Атмосфера в приюте была не ахти как здорова. Думается, что это характерно для любого закрытого детского и юношеского заведения. Сиротский приют был заведением с религиозным иудаистским уклоном, с посещением раввина по праздникам и каких-то еврейских богачей, членов правления благотворительного общества.

Надо полагать, что этот религиозный дух был одной из причин неладов между отцом и бабушкой. Отец был человеком сугубо антирелигиозным; ксендзов, пасторов, раввинов, он не выносил и называл не иначе как «длиннополые». Он не мог примириться с тем, что бабушка, женщина умная, по существу не придававшая религии большого значения, в своей личной жизни, соприкасалась так близко с этим делом, да и невольно втягивала меня в эту атмосферу. Но в отношении отца к этому вопросу все же не доставало последовательности. Он так любил играть на скрипке, что не устоял и дал согласие играть в синагоге в самый большой еврейский праздник Йом-Киппур (Судный день). Играл он чудную древнееврейскую мелодию Кол Нидрей. С другой стороны, хотя отец на практике не отличался терпимостью, в теории он проповедовал ее. (Эту нетерпимость к чужим взглядам, особенно мировоззренческим, я, видно, унаследовал от отца, вдобавок оправдывая ее «принципиальностью», неправильно понятой мною.)

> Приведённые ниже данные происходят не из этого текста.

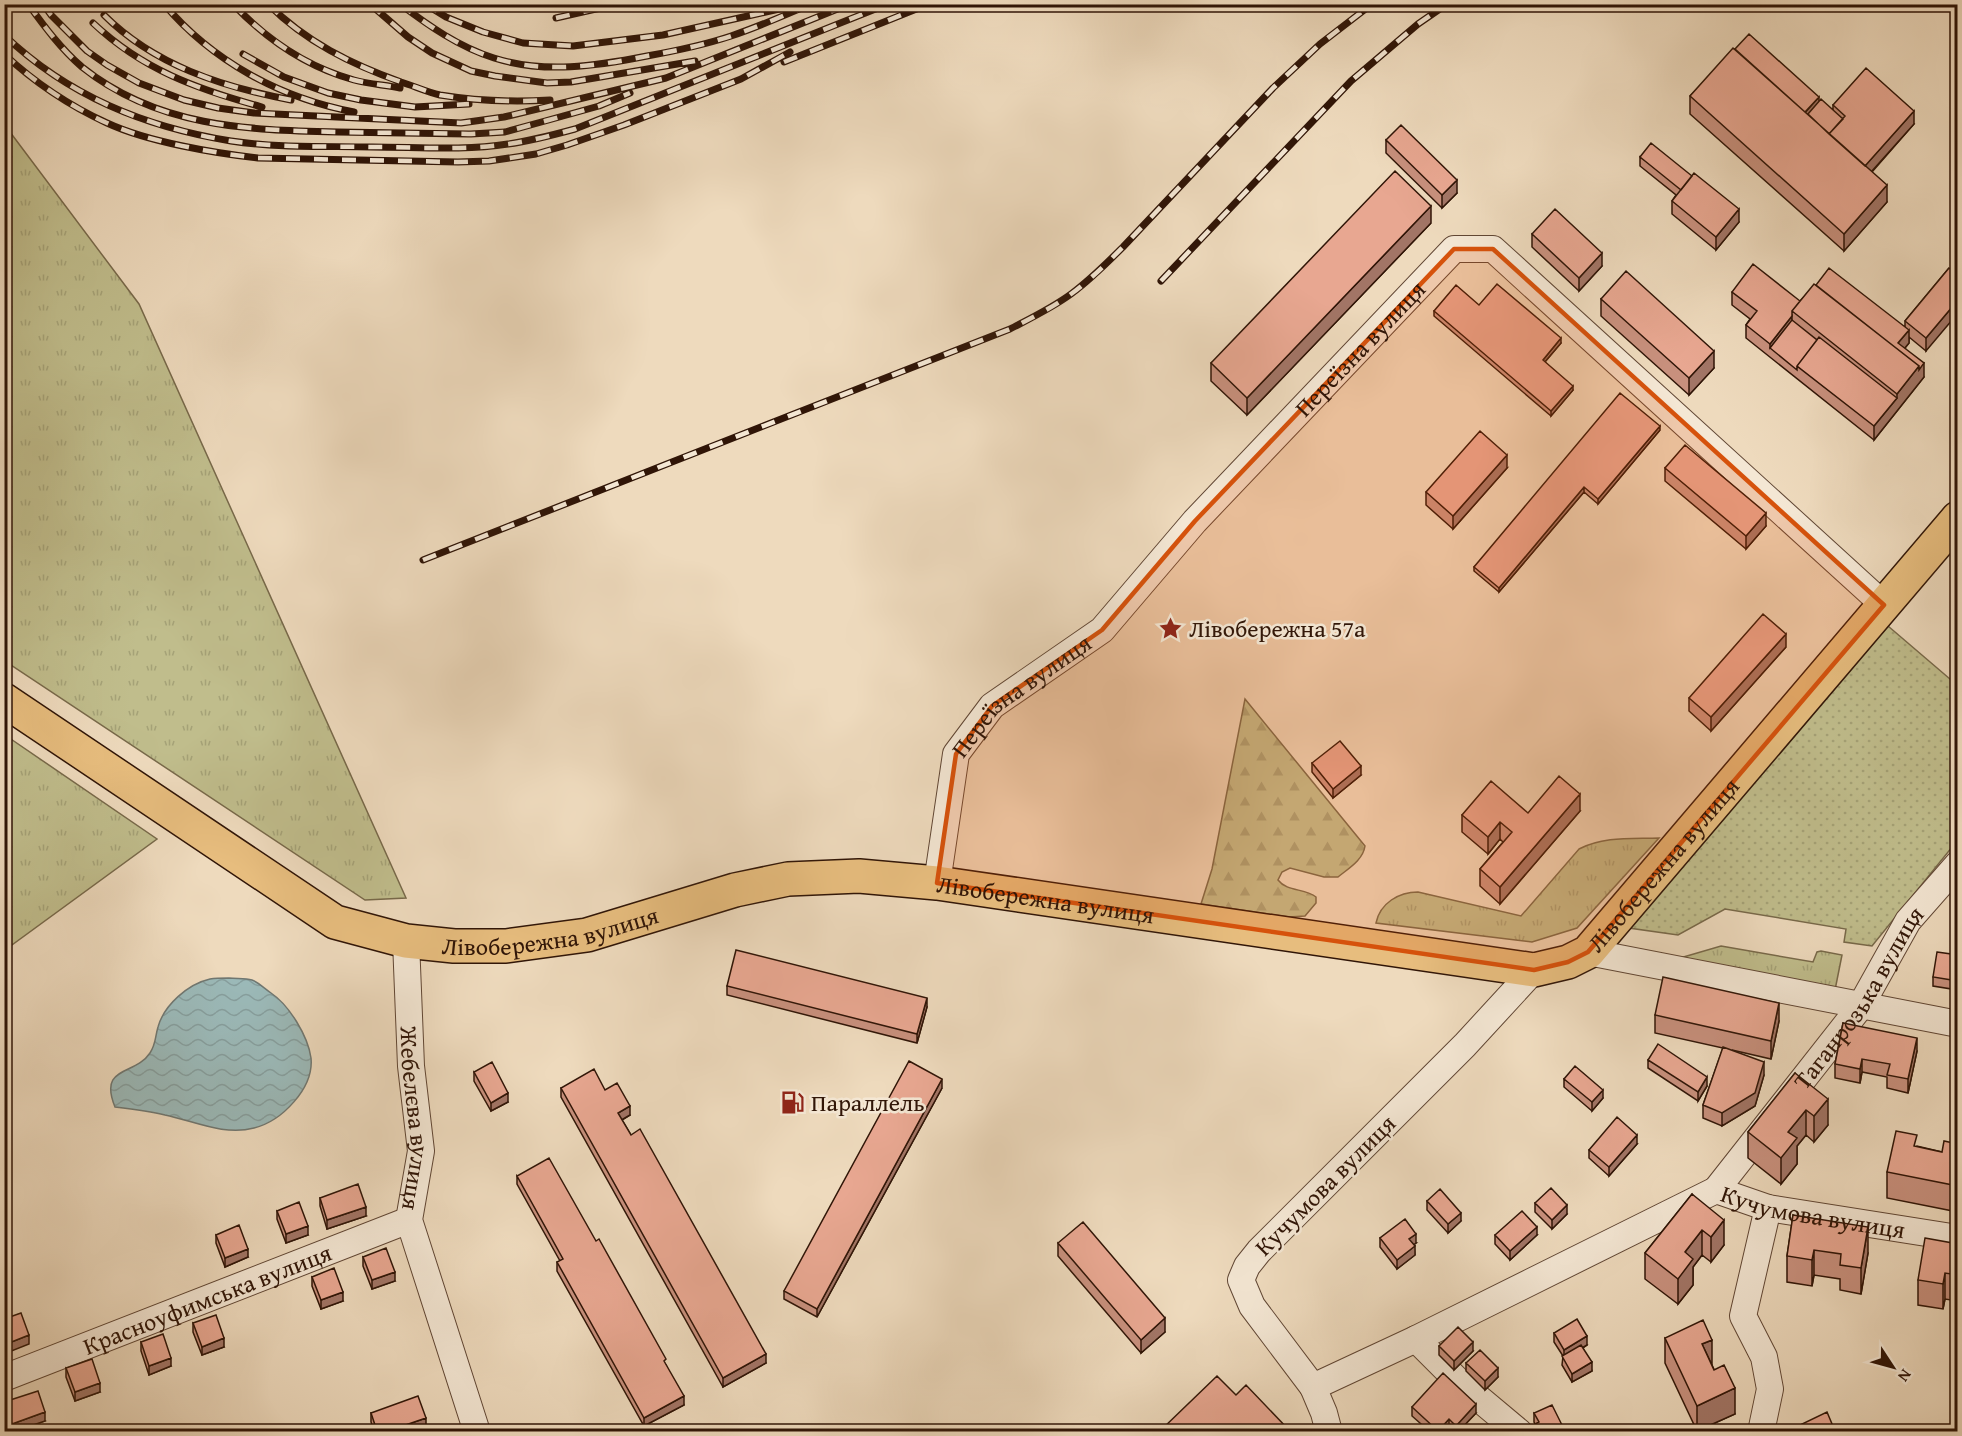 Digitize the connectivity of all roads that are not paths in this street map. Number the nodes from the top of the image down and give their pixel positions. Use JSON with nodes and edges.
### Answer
{"nodes":[{"id":1,"x":1958,"y":518,"type":"edge"},
{"id":2,"x":1884,"y":605,"type":"junction"},
{"id":3,"x":4,"y":700,"type":"edge"},
{"id":4,"x":1958,"y":864,"type":"edge"},
{"id":5,"x":937,"y":883,"type":"junction"},
{"id":6,"x":406,"y":940,"type":"junction"},
{"id":7,"x":1588,"y":952,"type":"junction"},
{"id":8,"x":1534,"y":970,"type":"junction"},
{"id":9,"x":1860,"y":1007,"type":"junction"},
{"id":10,"x":1958,"y":1024,"type":"edge"},
{"id":11,"x":1716,"y":1190,"type":"junction"},
{"id":12,"x":1768,"y":1208,"type":"junction"},
{"id":13,"x":409,"y":1220,"type":"junction"},
{"id":14,"x":1958,"y":1238,"type":"edge"},
{"id":15,"x":1416,"y":1339,"type":"junction"},
{"id":16,"x":4,"y":1378,"type":"edge"},
{"id":17,"x":1313,"y":1388,"type":"junction"},
{"id":18,"x":477,"y":1431,"type":"edge"},
{"id":19,"x":1329,"y":1431,"type":"edge"},
{"id":20,"x":1519,"y":1431,"type":"edge"},
{"id":21,"x":1761,"y":1431,"type":"edge"}],
"edges":[{"from":1,"to":2,"type":"main road","name":"Лівобережна вулиця"},
{"from":2,"to":5,"type":"street","name":"Переїзна вулиця"},
{"from":2,"to":7,"type":"main road","name":"Лівобережна вулиця"},
{"from":3,"to":6,"type":"main road","name":"Лівобережна вулиця"},
{"from":4,"to":9,"type":"street","name":"Таганрозька вулиця"},
{"from":5,"to":6,"type":"main road","name":"Лівобережна вулиця"},
{"from":5,"to":8,"type":"main road","name":"Лівобережна вулиця"},
{"from":6,"to":13,"type":"street","name":"Жебелєва вулиця"},
{"from":7,"to":8,"type":"main road","name":"Лівобережна вулиця"},
{"from":7,"to":9,"type":"street"},
{"from":8,"to":17,"type":"street","name":"Кучумова вулиця"},
{"from":9,"to":10,"type":"street"},
{"from":9,"to":11,"type":"street","name":"Таганрозька вулиця"},
{"from":11,"to":12,"type":"street","name":"Кучумова вулиця"},
{"from":11,"to":15,"type":"street","name":"Кучумова вулиця"},
{"from":12,"to":14,"type":"street","name":"Кучумова вулиця"},
{"from":12,"to":21,"type":"street"},
{"from":13,"to":16,"type":"street","name":"Красноуфимська вулиця"},
{"from":13,"to":18,"type":"street","name":"Жебелєва вулиця"},
{"from":15,"to":17,"type":"street","name":"Кучумова вулиця"},
{"from":15,"to":20,"type":"street"},
{"from":17,"to":19,"type":"street"}]} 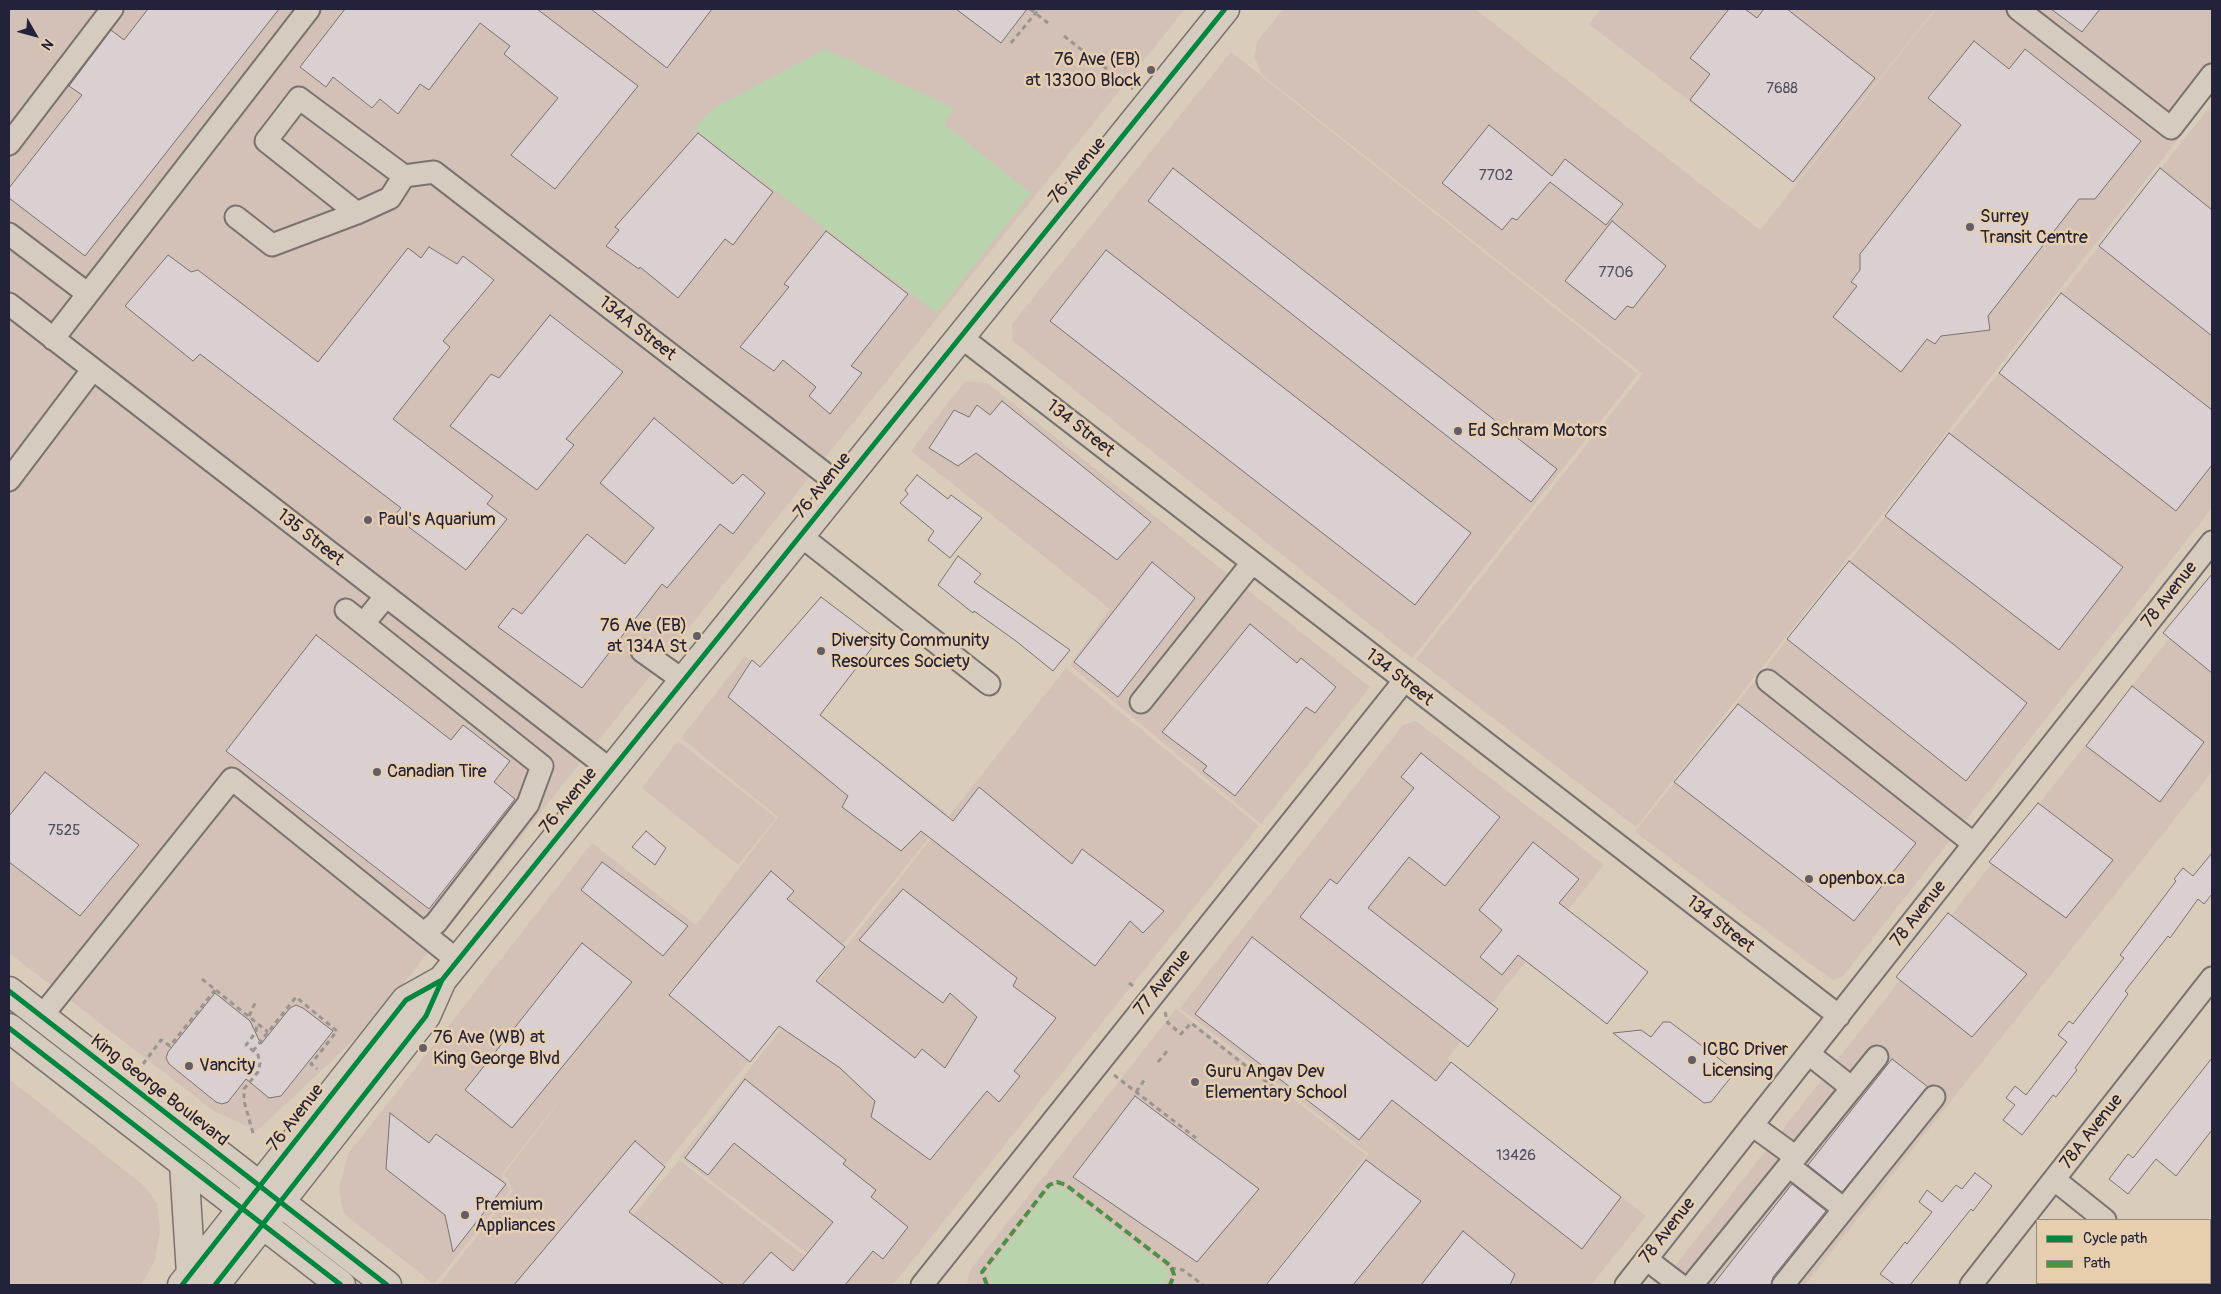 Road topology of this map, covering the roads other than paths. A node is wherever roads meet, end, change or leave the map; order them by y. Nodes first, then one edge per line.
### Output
1 (112, 9) edge
2 (309, 9) edge
3 (1225, 9) edge
4 (2018, 9) edge
5 (2212, 74) edge
6 (9, 144) edge
7 (404, 176) junction
8 (357, 213) junction
9 (236, 217) dead end
10 (9, 234) edge
11 (88, 294) junction
12 (9, 304) edge
13 (961, 337) junction
14 (53, 339) junction
15 (93, 369) junction
16 (9, 480) edge
17 (841, 486) junction
18 (801, 536) junction
19 (2212, 542) edge
20 (1252, 563) junction
21 (386, 596) junction
22 (346, 610) dead end
23 (364, 624) junction
24 (642, 651) dead end
25 (684, 681) junction
26 (1768, 681) dead end
27 (1404, 682) junction
28 (988, 684) dead end
29 (1141, 702) dead end
30 (612, 771) junction
31 (1974, 844) junction
32 (424, 933) junction
33 (450, 971) junction
34 (2212, 978) edge
35 (9, 991) edge
36 (1839, 1016) junction
37 (41, 1017) junction
38 (9, 1028) edge
39 (1809, 1054) junction
40 (1877, 1057) dead end
41 (1852, 1088) junction
42 (1934, 1097) dead end
43 (1752, 1125) junction
44 (1793, 1161) junction
45 (184, 1164) junction
46 (2054, 1180) junction
47 (269, 1195) junction
48 (1844, 1209) junction
49 (253, 1216) junction
50 (2104, 1219) edge
51 (1646, 1259) junction
52 (186, 1280) edge
53 (925, 1284) edge
54 (215, 1285) edge
55 (341, 1285) edge
56 (387, 1285) edge
57 (1626, 1285) edge
58 (1680, 1285) edge
59 (1692, 1285) edge
60 (1783, 1285) edge
61 (1971, 1285) edge

1 - 6 street
2 - 11 street
3 - 13 main road, 76 Avenue
4 - 5 street
7 - 8 street
7 - 8 street
7 - 17 street, 134A Street
8 - 9 street
10 - 11 street
11 - 14 street
12 - 14 street, 135 Street
13 - 17 main road, 76 Avenue
13 - 20 street, 134 Street
14 - 15 street, 135 Street
15 - 16 street
15 - 21 street, 135 Street
17 - 18 main road, 76 Avenue
18 - 25 main road, 76 Avenue
18 - 28 street
19 - 31 street, 78 Avenue
20 - 27 street, 134 Street
20 - 29 street
21 - 23 street
21 - 30 street, 135 Street
22 - 23 street
23 - 32 street
24 - 25 street
25 - 30 main road, 76 Avenue
26 - 31 street
27 - 36 street, 134 Street
27 - 53 street, 77 Avenue
30 - 33 main road, 76 Avenue
31 - 36 street, 78 Avenue
32 - 33 street
32 - 37 street
33 - 47 main road, 76 Avenue
34 - 46 street, 78A Avenue
35 - 37 main road, King George Boulevard
36 - 39 street, 78 Avenue
37 - 47 main road, King George Boulevard
38 - 45 main road
39 - 41 street
39 - 43 street, 78 Avenue
40 - 41 street
41 - 44 street
42 - 48 street
43 - 44 street
43 - 51 street, 78 Avenue
44 - 48 street
44 - 59 street
45 - 49 main road
45 - 52 main road
46 - 50 street
46 - 61 street, 78A Avenue
47 - 49 main road, 76 Avenue
47 - 56 main road, King George Boulevard
48 - 60 street
49 - 52 main road, 76 Avenue
49 - 54 main road, 76 Avenue
49 - 55 main road
51 - 57 street, 78 Avenue
51 - 58 street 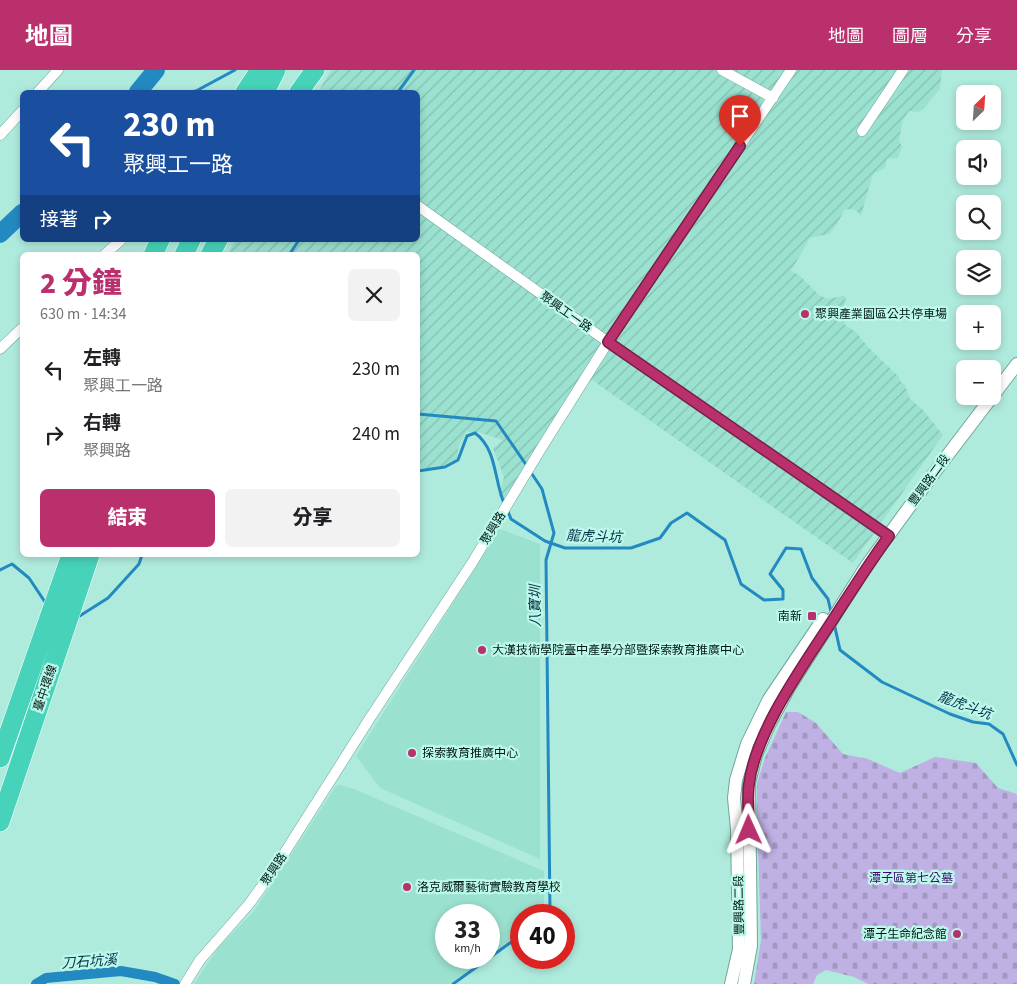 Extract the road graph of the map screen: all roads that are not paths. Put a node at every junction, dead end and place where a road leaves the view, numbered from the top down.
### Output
1 (58, 70) edge
2 (261, 70) edge
3 (276, 70) edge
4 (301, 70) edge
5 (315, 70) edge
6 (722, 70) edge
7 (791, 70) edge
8 (903, 70) edge
9 (40, 90) edge
10 (248, 90) edge
11 (266, 90) edge
12 (291, 90) edge
13 (300, 90) edge
14 (773, 98) junction
15 (20, 113) edge
16 (862, 131) dead end
17 (0, 135) edge
18 (420, 207) edge
19 (119, 242) edge
20 (107, 252) edge
21 (20, 330) edge
22 (608, 342) junction
23 (0, 349) edge
24 (1017, 364) edge
25 (889, 536) junction
26 (64, 557) edge
27 (70, 557) edge
28 (89, 557) edge
29 (832, 614) junction
30 (47, 622) junction
31 (0, 758) edge
32 (0, 822) edge
33 (186, 982) edge
34 (731, 984) edge
35 (744, 984) edge

1 - 9 street
2 - 10 highway
3 - 11 highway
4 - 12 highway
5 - 13 highway
6 - 14 street
7 - 14 street, 聚興路
8 - 16 street
14 - 22 street, 聚興路
15 - 17 street
18 - 22 street, 聚興工一路
19 - 20 street
21 - 23 street
22 - 25 street, 聚興工一路
22 - 33 street, 聚興路
24 - 25 street, 豐興路二段
25 - 29 street, 豐興路二段
26 - 30 highway
27 - 30 highway, 臺中環線
28 - 32 highway, 臺中環線
29 - 34 street, 豐興路二段
29 - 35 street, 豐興路二段
30 - 31 highway, 臺中環線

Как бы там ни было, сиротский приют долгое время был для меня чем-то светлым, чем-то выводившим меня из будней однообразной обстановки домашнего одиночества. Поэтому неудивительно, что я уделяю этому так много места, возможно больше, чем нашему «дома», которое представляло величину переменную. Мы несколько раз переезжали, все в тех же Виноградах. Родился я не то в Крамериовс, не то в Челаковского или же Коменского улице. Но названия этих улиц почему-то переменили. Позже мы жили в самых новых квартирах. Дома эти были четырехэтажные, и они, по очереди, были собственностью матери, ее приданым, капиталом, источником которого была кондитерская ее родителей, не то в Старой, не то в Младой Болеслави. В связи с какими-то неудачами с ценными бумагами или с крахом банка, где они хранились, дома перепродавались, менялись, и, наконец, переходили в другие руки. В последнем доме, на Шумавской, мы жили уже не как домохозяева, а как квартиранты, снимали четырехкомнатную квартиру. А после смерти отца в 1912 году нам пришлось переехать в Вршовице, в трехкомнатную квартиру, в более скромный район города.